In the present embodiment, the anode pipe 29 is a T-shaped pipe. The anode pipe 29 includes a main pipe portion 30 and a secondary pipe portion 34. The main pipe portion 30 includes a cylindrical first main pipe portion 31 and a cylindrical second main pipe portion 32 and has a linearly extending shape. The secondary pipe portion 34 branches off close to the center of the main pipe portion 30 in the longitudinal direction and extends in the direction perpendicular to the main pipe portion 30. The space inside the secondary pipe portion 34 communicates with a flow channel inside the main pipe portion 30. In the present embodiment, the secondary pipe portion 34 includes a cylindrical portion 35 extending cylindrically from the main pipe portion 30 and an annular flange portion 36 expanding outward in the radial direction from the distal end of the cylindrical portion 35.

The anode pipe 29 has a first connection end portion 41 positioned at the distal end of the first main pipe portion 31, a second connection end portion 42 positioned at the distal end of the second main pipe portion 32, and a cathode attachment end portion 44 positioned at the distal end of the secondary pipe portion 34. Various pipes can be connected to the first connection end portion 41 and the second connection end portion 42. When no pipes are connected, those connection end portions 41, 42 are open. The cathode attachment end portion 44 is open when the cathode 25 is not attached.

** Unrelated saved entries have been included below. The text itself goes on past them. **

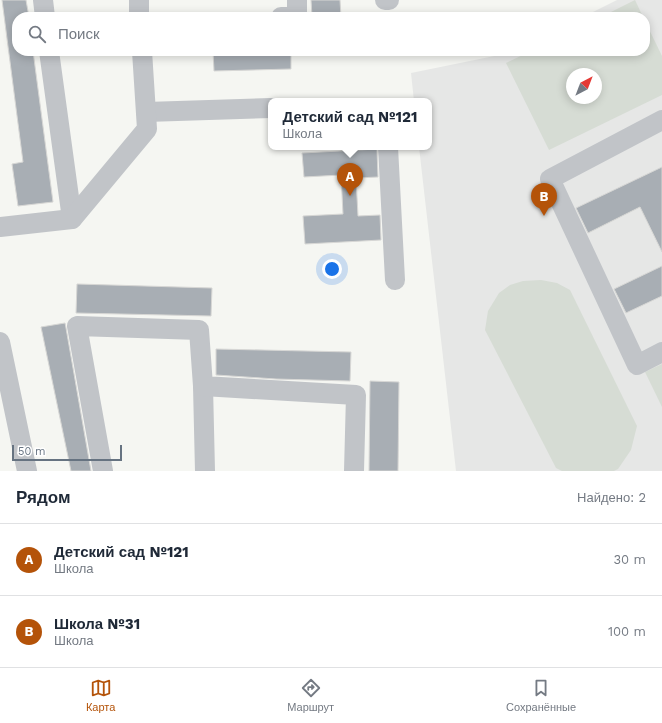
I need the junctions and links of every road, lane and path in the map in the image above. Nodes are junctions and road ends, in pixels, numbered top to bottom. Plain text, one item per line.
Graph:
1 (42, 0) edge
2 (139, 0) edge
3 (297, 0) edge
4 (385, 0) edge
5 (389, 0) edge
6 (44, 12) edge
7 (139, 12) edge
8 (298, 12) edge
9 (50, 56) edge
10 (142, 56) edge
11 (268, 108) edge
12 (146, 112) junction
13 (662, 120) edge
14 (388, 150) edge
15 (72, 219) junction
16 (0, 227) edge
17 (395, 280) dead end
18 (0, 342) edge
19 (662, 352) edge
20 (203, 386) junction
21 (27, 471) edge
22 (103, 471) edge
23 (205, 471) edge
24 (354, 471) edge

1 - 6 street
2 - 7 street
3 - 8 street
4 - 5 street
9 - 15 street
10 - 12 street
11 - 12 street
12 - 15 street
13 - 19 street
14 - 17 street
15 - 16 street
18 - 21 street
20 - 22 street
20 - 23 street
20 - 24 street

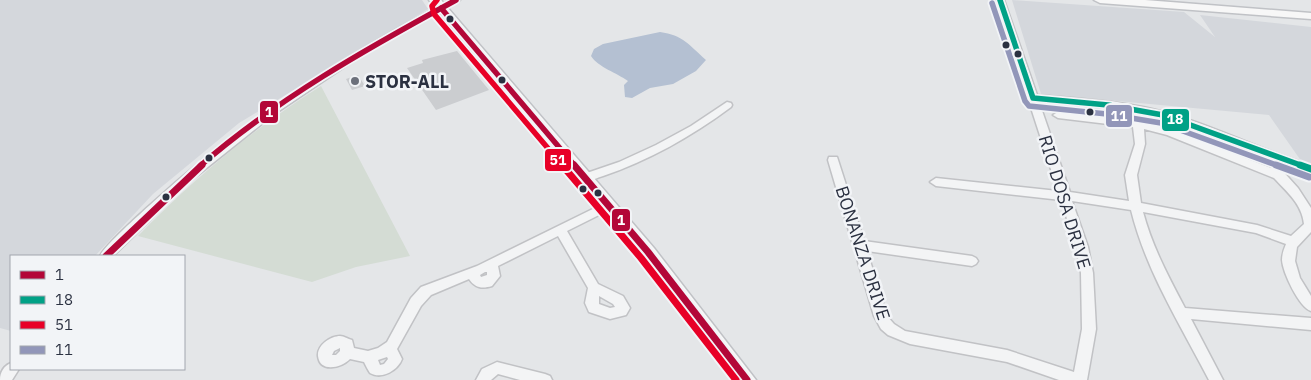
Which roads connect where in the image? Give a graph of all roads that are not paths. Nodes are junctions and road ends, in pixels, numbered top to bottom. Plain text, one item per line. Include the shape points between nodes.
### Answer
1 (456, 0) edge
2 (1000, 0) edge
3 (1100, 0) edge
4 (1181, 0) edge
5 (438, 4) edge
6 (1311, 10) edge
7 (1311, 16) edge
8 (1033, 98) junction
9 (727, 105) dead end
10 (1137, 109) junction
11 (1058, 115) dead end
12 (1138, 124) junction
13 (1277, 159) junction
14 (833, 160) dead end
15 (1311, 168) edge
16 (1277, 175) junction
17 (585, 178) junction
18 (936, 182) dead end
19 (1066, 196) junction
20 (609, 205) junction
21 (1136, 206) junction
22 (560, 229) junction
23 (1294, 242) junction
24 (859, 245) junction
25 (107, 255) edge
26 (972, 261) dead end
27 (594, 288) dead end
28 (1311, 306) edge
29 (1180, 313) junction
30 (1311, 324) edge
31 (347, 354) dead end
32 (11, 370) edge
33 (3, 380) edge
34 (483, 380) edge
35 (544, 380) edge
36 (747, 380) edge
37 (1079, 380) edge
38 (1216, 380) edge

1 - 5 street
2 - 8 street, RIO DOSA DRIVE
3 - 7 main road
4 - 6 main road
5 - 17 main road
5 - 25 street via 276,106 191,173
8 - 10 street
8 - 19 street, RIO DOSA DRIVE
9 - 17 street via 667,144
10 - 12 street
10 - 13 street via 1180,120
11 - 12 street
12 - 16 street via 1171,133
12 - 21 street via 1140,144 1131,175
13 - 15 street
13 - 16 street via 1274,168
14 - 24 street, BONANZA DRIVE
16 - 23 street via 1292,188 1310,215 1310,226
17 - 20 main road
18 - 19 street
19 - 21 street
19 - 37 street, RIO DOSA DRIVE via 1082,247 1090,301 1089,329
20 - 22 street
20 - 36 main road
21 - 23 street via 1257,229
21 - 29 street via 1144,237
22 - 27 street
22 - 31 street via 421,295 389,347 396,359 393,366 376,370 368,357
23 - 28 street via 1290,248 1290,269
24 - 26 street
24 - 37 street, BONANZA DRIVE via 881,316 896,334 1007,356
29 - 30 street
29 - 38 street
32 - 33 street
34 - 35 street via 487,373 497,368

As shown in FIG. 1 and FIG. 2, the second connection end portion 42 of the treatment unit 20a is connected to the first connection end portion 41 of the treatment unit 20b. The first connection end portion 41 of the treatment unit 20c is connected to the second connection end portion 42 of the treatment unit 20b. The downstream end portion 15b of the return pipe 15 is connected to the first connection end portion 41 of the treatment unit 20a, and the upstream end portion 17a of the return pipe 17 is connected to the second connection end portion 42 of the treatment unit 20c.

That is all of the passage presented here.